The row house at 442 Lafayette Street in downtown Utica might be where No Hospital Downtown, a group of residents staunchly opposed to the MVHS hospital, makes its final stand. One of the group's founders bought the house that's within the footprint of the proposed hospital to fight its acquisition in court.
The group's other founder Jim Brock says the city of Utica and Oneida County, which would invoke eminent domain on MVHS' behalf, will have an uphill battle in court.
"When you’re dealing with eminent domain and it’s taking of private to give to another private entity - private for private is illegal in the state of New York," Brock said. "So they have that hurdle to overcome, and we think we can beat them not only in the court of public opinion, but in the court of law."
But Columbia Law School professor Thomas Merrill, a property law scholar, says that's not true.
"There's no requirement that the person that's going to get the property after the condemnation is completed has to be public," Merrill said. "New York does not draw that line at all. In fact, there’s some language in the statute that encourages the use of private enterprise in these projects."
New York only requires that the property taken be for a "civic project," defined as something intended for an educational, cultural, recreational, community, municipal, public service or other civic purpose. MVHS and local government officials have said the new hospital meets that definition because it provides access to quality health care for the region and assists with economic development in downtown Utica.

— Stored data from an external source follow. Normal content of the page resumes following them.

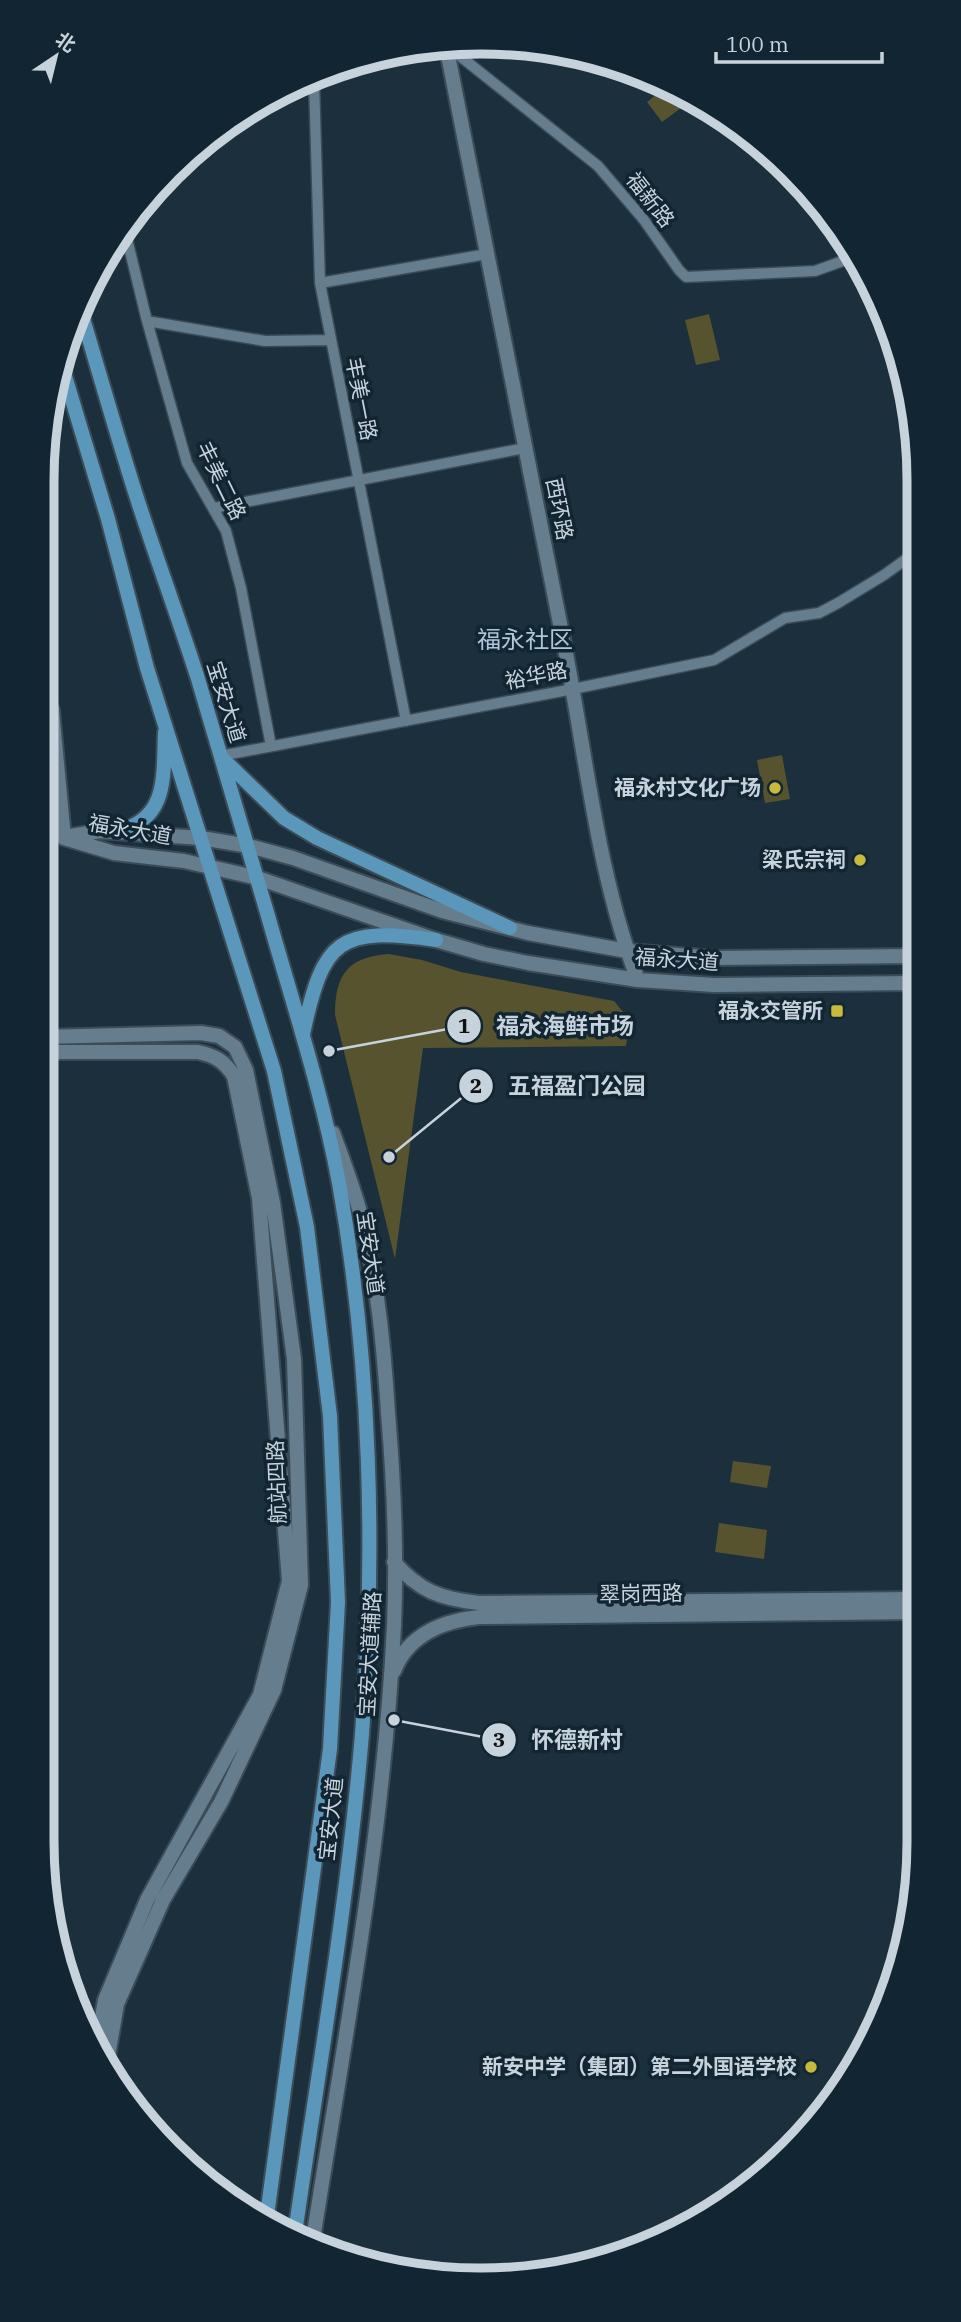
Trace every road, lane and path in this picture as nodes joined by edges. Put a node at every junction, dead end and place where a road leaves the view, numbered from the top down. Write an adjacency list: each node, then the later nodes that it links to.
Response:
1 (459, 55): 6 (street, 福新路)
2 (448, 56): 5 (main road, 西环路)
3 (314, 88): 7 (street, 丰美一路)
4 (128, 242): 8 (street, 丰美二路)
5 (487, 254): 7 (street); 12 (main road, 西环路)
6 (846, 260)
7 (320, 283): 10 (street, 丰美一路)
8 (147, 321): 10 (street); 14 (street, 丰美二路)
9 (84, 324): 21 (main road, 宝安大道)
10 (331, 340): 13 (street, 丰美一路)
11 (66, 381): 17 (main road, 宝安大道)
12 (525, 448): 13 (street); 16 (main road, 西环路)
13 (357, 479): 14 (street); 18 (street, 丰美一路)
14 (214, 508): 20 (street, 丰美二路)
15 (907, 558): 16 (street, 裕华路)
16 (573, 689): 18 (street, 裕华路); 30 (main road, 西环路)
17 (165, 720): 22 (main road); 24 (main road, 宝安大道)
18 (406, 721): 20 (street, 裕华路)
19 (54, 731): 23 (main road)
20 (271, 746): 21 (street, 裕华路)
21 (220, 756): 25 (main road, 宝安大道); 28 (main road)
22 (115, 832): 23 (main road, 福永大道); 24 (main road, 福永大道)
23 (64, 838): 26 (main road, 福永大道)
24 (201, 838): 25 (main road, 福永大道); 26 (main road, 宝安大道)
25 (249, 846): 27 (main road, 宝安大道); 28 (main road, 福永大道)
26 (210, 866): 27 (main road, 福永大道); 45 (main road, 宝安大道)
27 (258, 878): 29 (main road, 福永大道); 34 (main road, 宝安大道)
28 (510, 928): 30 (main road, 福永大道)
29 (436, 940): 32 (main road, 福永大道); 34 (main road)
30 (627, 951): 31 (main road, 福永大道); 32 (main road, 西环路)
31 (907, 956)
32 (638, 980): 33 (main road, 福永大道)
33 (907, 984)
34 (302, 1035): 38 (main road, 宝安大道)
35 (54, 1042): 36 (main road)
36 (62, 1045): 37 (main road); 43 (main road, 航站四路); 44 (main road, 航站四路)
37 (54, 1048)
38 (314, 1076): 39 (main road, 宝安大道辅路); 46 (main road, 宝安大道)
39 (394, 1562): 40 (main road, 翠岗西路); 42 (main road, 宝安大道辅路)
40 (907, 1599)
41 (907, 1612): 42 (main road, 翠岗西路)
42 (390, 1679): 47 (main road, 宝安大道辅路)
43 (99, 2032)
44 (109, 2051)
45 (268, 2211)
46 (296, 2226)
47 (314, 2234)

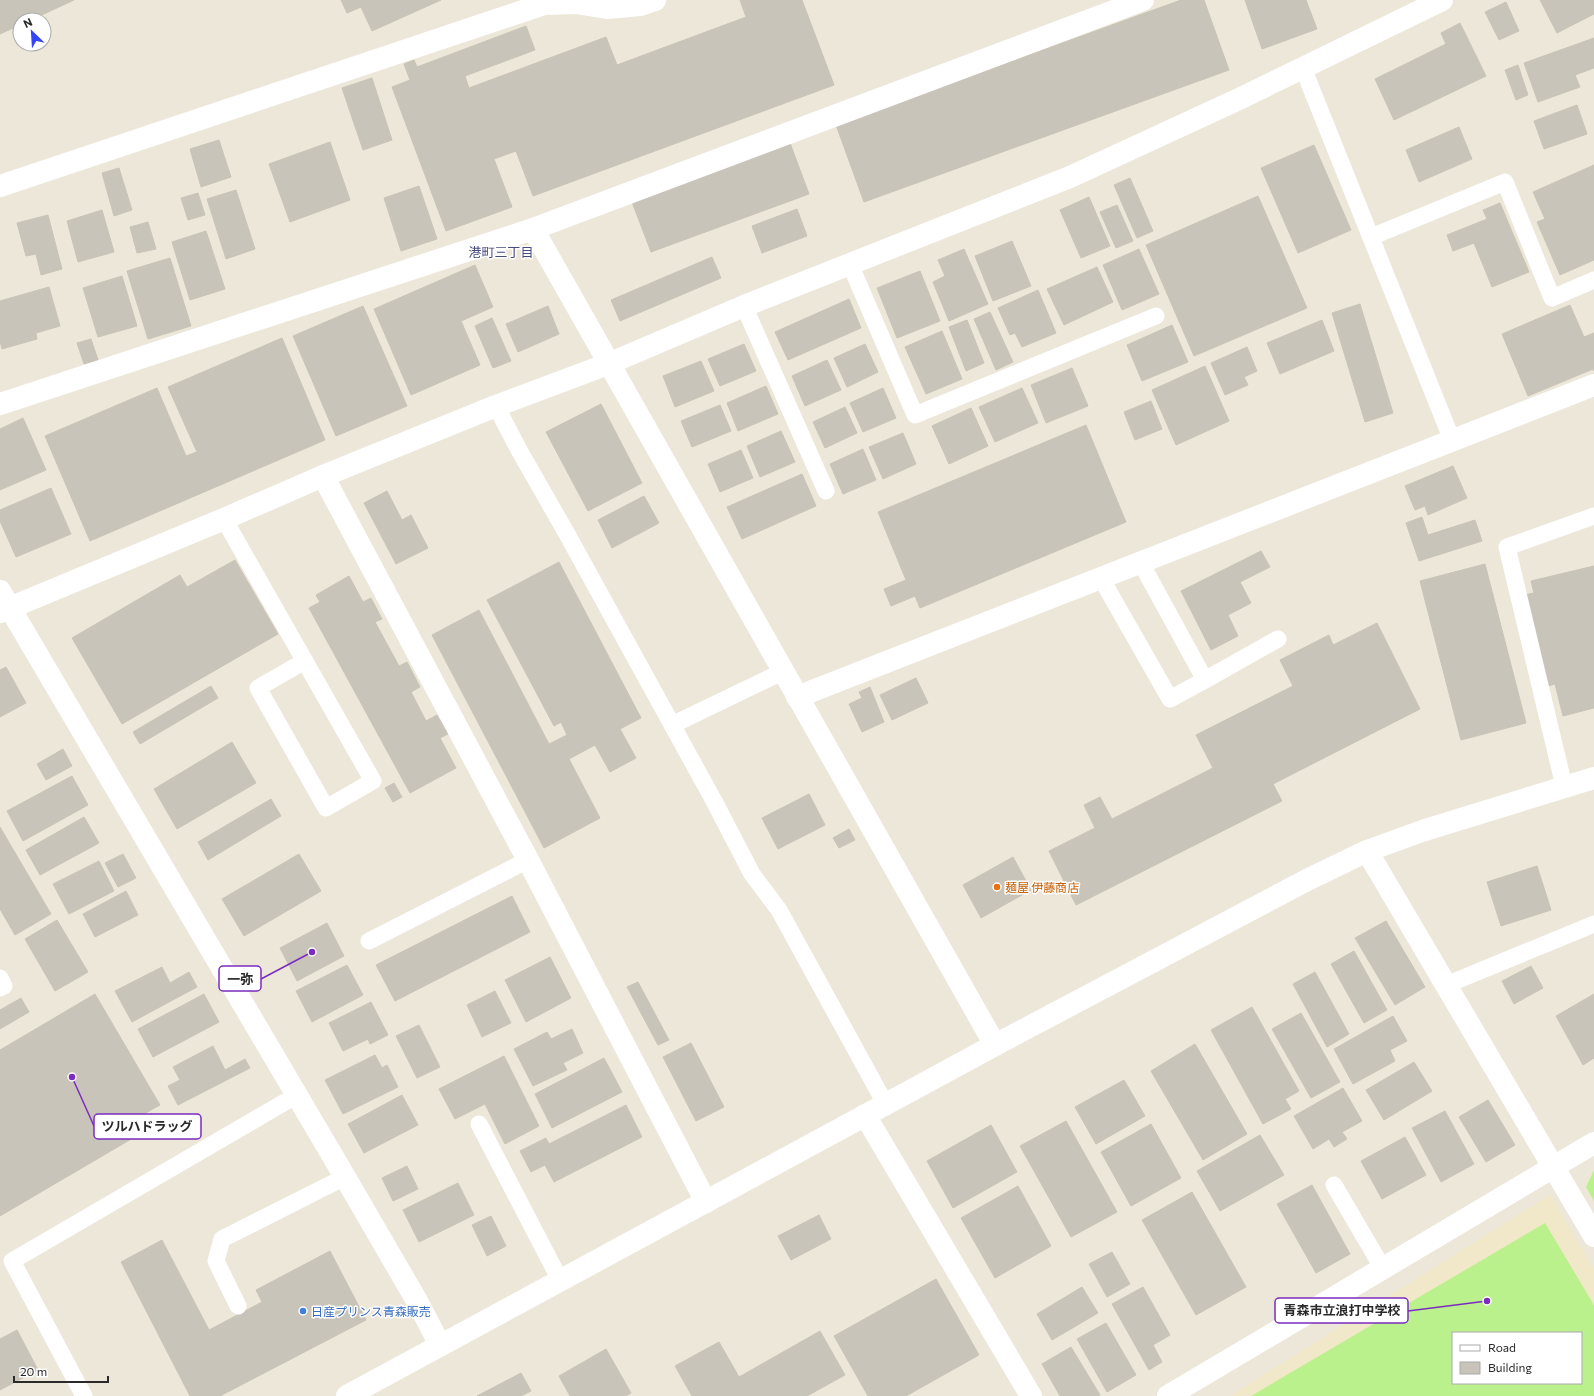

"This is a public project," said Oneida County Executive Anthony Picente. "This is about health care. This is about restructuring our system of health care, of creating something that is beneficial to the entire region - not just one community."
Scott Perra, MVHS' president and CEO, said he has been advised by his lawyers that once Utica and Oneida County "condmen" the properties that refused to come to an agreement for the "public good," the court proceedings that follow are not about whether they now own that land.
"We do at that early point, the question is how much do we pay for the properties," Perra said. "I think there's some misunderstanding from people about what eminent domain actually is. It's not people going to court arguing we ought to move or we don’t think the hospital should be built downtown at that point in time. Those decisions have already been made. So it’s really a discussion over what’s the fair value of the property."
New York state law actually does give property owners the chance to contest whether the taking of their land will serve a public use, benefit or purpose. But Merrill says the number of public use cases that make it before a judge are relatively small, largely because it's typically used a tactic to get more money for the property and settled before court.
Merrill notes "health care" and "economic development" are technically not listed under the state's definition of a civic project, and the property owners could challenge it in court. But based on recent rulings on eminent domain, he says New York's courts are likely to say that it is.
"At least in New York, the tradition has been that the courts have been very deferential to the arguments that these are public uses, so it would be a very long shot that they would prevail in the New York courts," Merrill said.